[Instructions for the task] Records follow. Copy every line with "function".

..........

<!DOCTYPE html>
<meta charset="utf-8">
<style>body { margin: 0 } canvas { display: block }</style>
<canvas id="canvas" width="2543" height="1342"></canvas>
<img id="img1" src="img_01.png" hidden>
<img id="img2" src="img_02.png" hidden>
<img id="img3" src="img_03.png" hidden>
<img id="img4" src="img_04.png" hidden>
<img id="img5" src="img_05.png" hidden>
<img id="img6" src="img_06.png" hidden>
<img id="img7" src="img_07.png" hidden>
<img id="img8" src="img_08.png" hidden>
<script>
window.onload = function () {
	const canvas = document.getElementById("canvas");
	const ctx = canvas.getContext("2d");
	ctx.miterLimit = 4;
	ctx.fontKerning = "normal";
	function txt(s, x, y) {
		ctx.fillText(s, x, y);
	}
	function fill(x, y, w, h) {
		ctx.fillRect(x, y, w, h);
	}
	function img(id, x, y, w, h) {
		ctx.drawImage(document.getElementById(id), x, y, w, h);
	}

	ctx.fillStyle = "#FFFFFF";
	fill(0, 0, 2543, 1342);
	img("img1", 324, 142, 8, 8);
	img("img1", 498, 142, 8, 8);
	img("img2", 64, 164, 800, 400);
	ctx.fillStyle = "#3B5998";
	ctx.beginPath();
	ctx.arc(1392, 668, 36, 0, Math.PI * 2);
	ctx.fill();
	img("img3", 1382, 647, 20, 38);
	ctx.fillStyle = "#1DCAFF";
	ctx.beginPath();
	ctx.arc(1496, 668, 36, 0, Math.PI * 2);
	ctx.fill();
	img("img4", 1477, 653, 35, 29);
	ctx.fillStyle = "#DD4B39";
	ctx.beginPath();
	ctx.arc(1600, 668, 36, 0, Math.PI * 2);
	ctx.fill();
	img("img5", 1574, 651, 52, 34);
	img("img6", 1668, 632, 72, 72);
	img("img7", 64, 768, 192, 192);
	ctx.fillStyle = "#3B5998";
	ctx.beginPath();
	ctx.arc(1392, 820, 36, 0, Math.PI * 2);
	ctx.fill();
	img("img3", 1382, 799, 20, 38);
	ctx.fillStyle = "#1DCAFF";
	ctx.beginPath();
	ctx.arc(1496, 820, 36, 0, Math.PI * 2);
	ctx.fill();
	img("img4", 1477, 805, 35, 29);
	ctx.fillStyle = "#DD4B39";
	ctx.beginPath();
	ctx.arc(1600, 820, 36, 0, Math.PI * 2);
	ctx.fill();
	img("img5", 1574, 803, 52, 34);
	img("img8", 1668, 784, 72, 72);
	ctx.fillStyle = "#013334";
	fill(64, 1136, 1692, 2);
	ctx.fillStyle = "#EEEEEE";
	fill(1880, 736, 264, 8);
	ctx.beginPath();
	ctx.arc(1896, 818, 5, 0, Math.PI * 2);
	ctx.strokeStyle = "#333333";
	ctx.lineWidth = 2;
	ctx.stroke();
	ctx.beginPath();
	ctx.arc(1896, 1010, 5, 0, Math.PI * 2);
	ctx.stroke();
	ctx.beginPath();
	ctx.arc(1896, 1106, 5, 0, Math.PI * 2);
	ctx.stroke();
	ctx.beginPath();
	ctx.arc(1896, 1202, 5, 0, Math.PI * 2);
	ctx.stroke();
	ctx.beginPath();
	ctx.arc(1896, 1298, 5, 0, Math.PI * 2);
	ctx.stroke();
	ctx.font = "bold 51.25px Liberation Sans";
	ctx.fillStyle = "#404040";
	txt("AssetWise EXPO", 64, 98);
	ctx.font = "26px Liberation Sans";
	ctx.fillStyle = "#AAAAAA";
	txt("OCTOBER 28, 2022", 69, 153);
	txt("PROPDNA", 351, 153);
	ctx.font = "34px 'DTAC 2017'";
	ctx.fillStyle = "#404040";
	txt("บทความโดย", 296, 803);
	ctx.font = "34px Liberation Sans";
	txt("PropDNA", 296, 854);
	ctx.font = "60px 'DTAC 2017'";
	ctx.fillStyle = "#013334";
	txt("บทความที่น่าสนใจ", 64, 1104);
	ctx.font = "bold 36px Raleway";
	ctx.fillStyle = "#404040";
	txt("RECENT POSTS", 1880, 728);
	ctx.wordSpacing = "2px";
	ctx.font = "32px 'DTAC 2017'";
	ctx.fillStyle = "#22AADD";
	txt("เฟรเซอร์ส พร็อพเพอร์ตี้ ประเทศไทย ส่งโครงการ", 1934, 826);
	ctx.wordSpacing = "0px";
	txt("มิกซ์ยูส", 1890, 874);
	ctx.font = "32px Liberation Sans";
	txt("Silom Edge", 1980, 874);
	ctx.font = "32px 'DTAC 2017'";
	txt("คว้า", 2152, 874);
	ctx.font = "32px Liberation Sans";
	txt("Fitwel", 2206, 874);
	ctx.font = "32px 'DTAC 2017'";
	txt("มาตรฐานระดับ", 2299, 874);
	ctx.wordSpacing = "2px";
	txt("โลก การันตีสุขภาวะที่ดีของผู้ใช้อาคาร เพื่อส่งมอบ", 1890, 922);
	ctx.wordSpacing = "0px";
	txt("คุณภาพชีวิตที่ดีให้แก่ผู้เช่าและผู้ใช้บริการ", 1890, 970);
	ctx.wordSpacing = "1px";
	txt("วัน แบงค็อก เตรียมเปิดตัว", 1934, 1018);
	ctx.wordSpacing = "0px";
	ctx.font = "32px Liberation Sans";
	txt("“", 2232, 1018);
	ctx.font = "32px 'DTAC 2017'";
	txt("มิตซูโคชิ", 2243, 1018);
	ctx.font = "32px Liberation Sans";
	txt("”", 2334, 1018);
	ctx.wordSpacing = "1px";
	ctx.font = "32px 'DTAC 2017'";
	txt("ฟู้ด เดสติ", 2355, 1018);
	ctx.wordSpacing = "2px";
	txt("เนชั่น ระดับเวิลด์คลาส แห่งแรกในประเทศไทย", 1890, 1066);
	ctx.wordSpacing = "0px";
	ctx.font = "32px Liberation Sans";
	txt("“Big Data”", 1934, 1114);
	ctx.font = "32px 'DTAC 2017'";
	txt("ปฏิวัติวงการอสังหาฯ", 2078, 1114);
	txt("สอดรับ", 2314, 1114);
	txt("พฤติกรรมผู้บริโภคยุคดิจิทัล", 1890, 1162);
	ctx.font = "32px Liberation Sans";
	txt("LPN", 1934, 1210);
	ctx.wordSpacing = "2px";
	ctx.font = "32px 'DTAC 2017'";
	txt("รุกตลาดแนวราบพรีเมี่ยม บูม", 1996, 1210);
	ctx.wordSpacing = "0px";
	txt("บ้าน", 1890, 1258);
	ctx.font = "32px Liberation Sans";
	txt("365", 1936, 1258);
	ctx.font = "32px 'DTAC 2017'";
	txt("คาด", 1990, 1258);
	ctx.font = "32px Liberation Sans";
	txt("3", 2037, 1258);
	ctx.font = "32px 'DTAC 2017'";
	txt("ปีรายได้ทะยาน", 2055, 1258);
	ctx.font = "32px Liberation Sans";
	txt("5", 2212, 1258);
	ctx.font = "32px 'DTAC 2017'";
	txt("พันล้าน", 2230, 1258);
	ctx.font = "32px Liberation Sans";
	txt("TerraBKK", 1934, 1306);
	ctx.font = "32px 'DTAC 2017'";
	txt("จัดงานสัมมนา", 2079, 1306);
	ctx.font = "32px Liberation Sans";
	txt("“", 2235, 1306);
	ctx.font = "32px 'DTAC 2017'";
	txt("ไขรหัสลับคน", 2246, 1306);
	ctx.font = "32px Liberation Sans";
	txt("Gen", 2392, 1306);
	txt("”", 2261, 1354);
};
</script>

..........

[Answer for the task]
window.onload = function () {
	function txt(s, x, y) {
	function fill(x, y, w, h) {
	function img(id, x, y, w, h) {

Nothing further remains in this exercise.